_YOUR OBJECTIVE_. Count the lines below that carry the word "main". Answer with that number alone.

_INFORMATION SHOWN_.
══════════

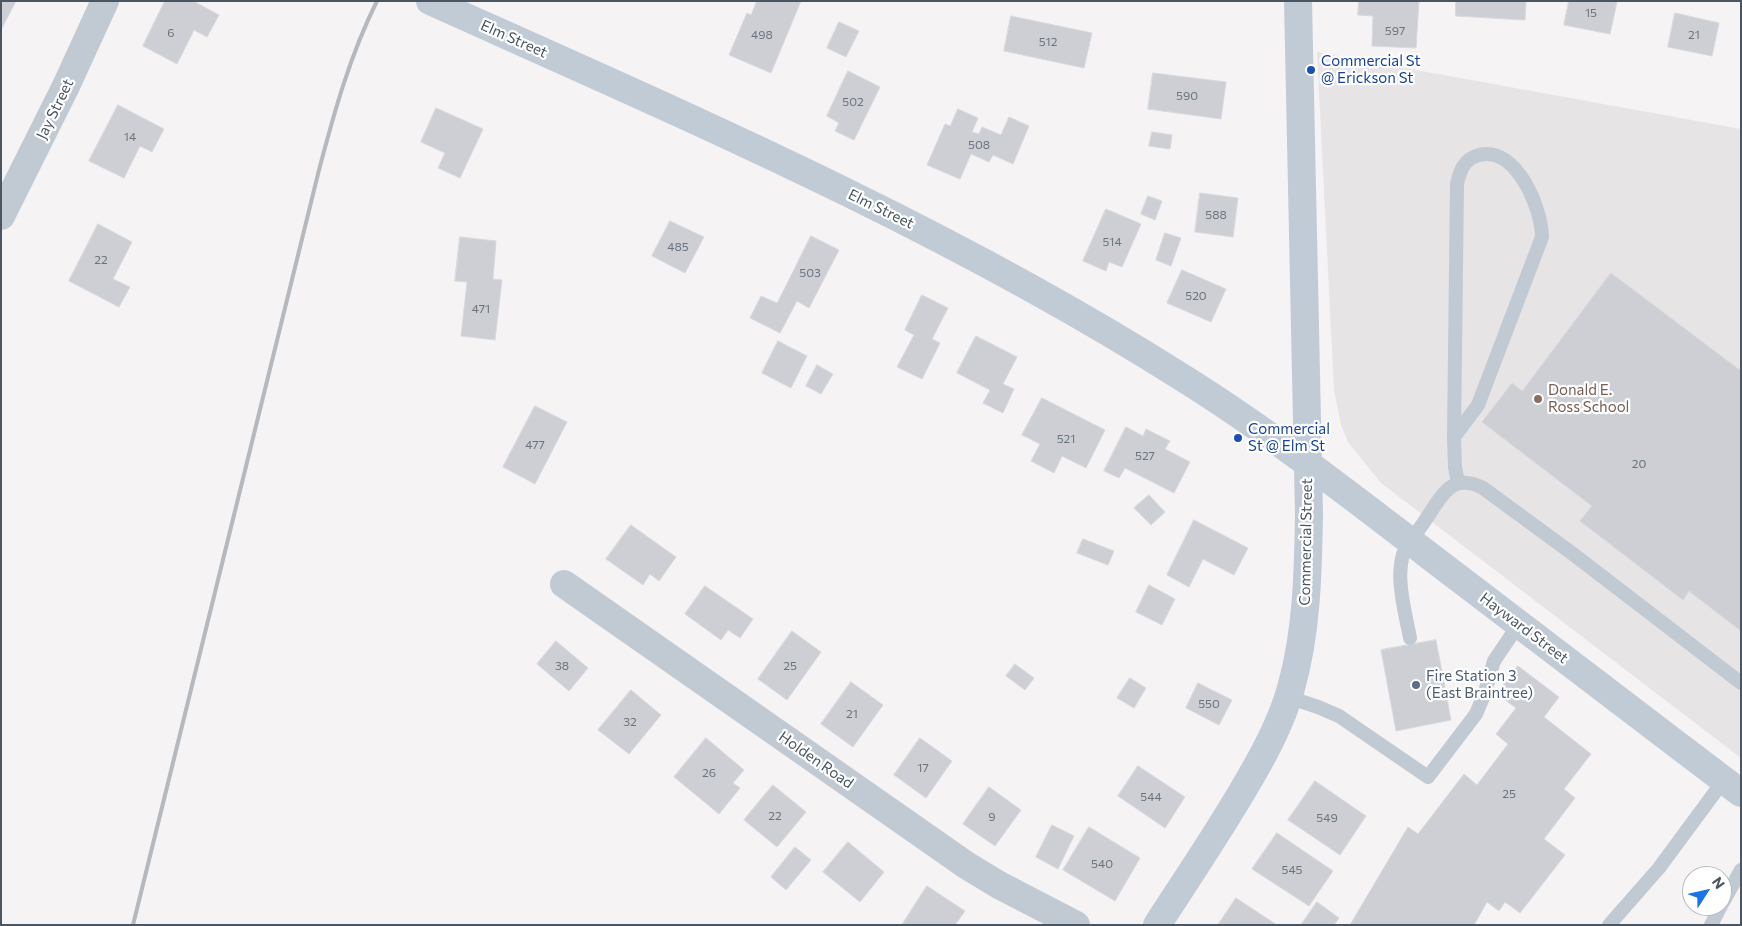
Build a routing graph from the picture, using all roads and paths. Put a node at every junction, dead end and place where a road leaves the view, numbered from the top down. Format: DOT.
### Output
graph roads {
  1 [pos="105,1"];
  2 [pos="430,1"];
  3 [pos="1298,1"];
  4 [pos="1,216"];
  5 [pos="1454,437"];
  6 [pos="1308,463"];
  7 [pos="1458,483"];
  8 [pos="1410,541"];
  9 [pos="564,584"];
  10 [pos="1519,624"];
  11 [pos="1410,638"];
  12 [pos="1741,682"];
  13 [pos="1288,697"];
  14 [pos="1732,787"];
  15 [pos="1741,870"];
  16 [pos="1732,886"];
  17 [pos="1076,925"];
  18 [pos="1158,925"];
  19 [pos="1609,925"];
  1 -- 4 [label="street, Jay Street"];
  2 -- 6 [label="main road, Elm Street"];
  3 -- 6 [label="main road, Commercial Street"];
  5 -- 5 [label="lane"];
  5 -- 7 [label="lane"];
  6 -- 8 [label="main road, Hayward Street"];
  6 -- 13 [label="main road, Commercial Street"];
  7 -- 8 [label="lane"];
  7 -- 12 [label="lane"];
  8 -- 10 [label="main road, Hayward Street"];
  8 -- 11 [label="lane"];
  9 -- 17 [label="street, Holden Road"];
  10 -- 13 [label="lane"];
  10 -- 14 [label="main road, Hayward Street"];
  13 -- 18 [label="main road, Commercial Street"];
  14 -- 19 [label="lane"];
  15 -- 16 [label="lane"];
}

══════════

_SOLUTION FOR THIS PROBLEM_. 7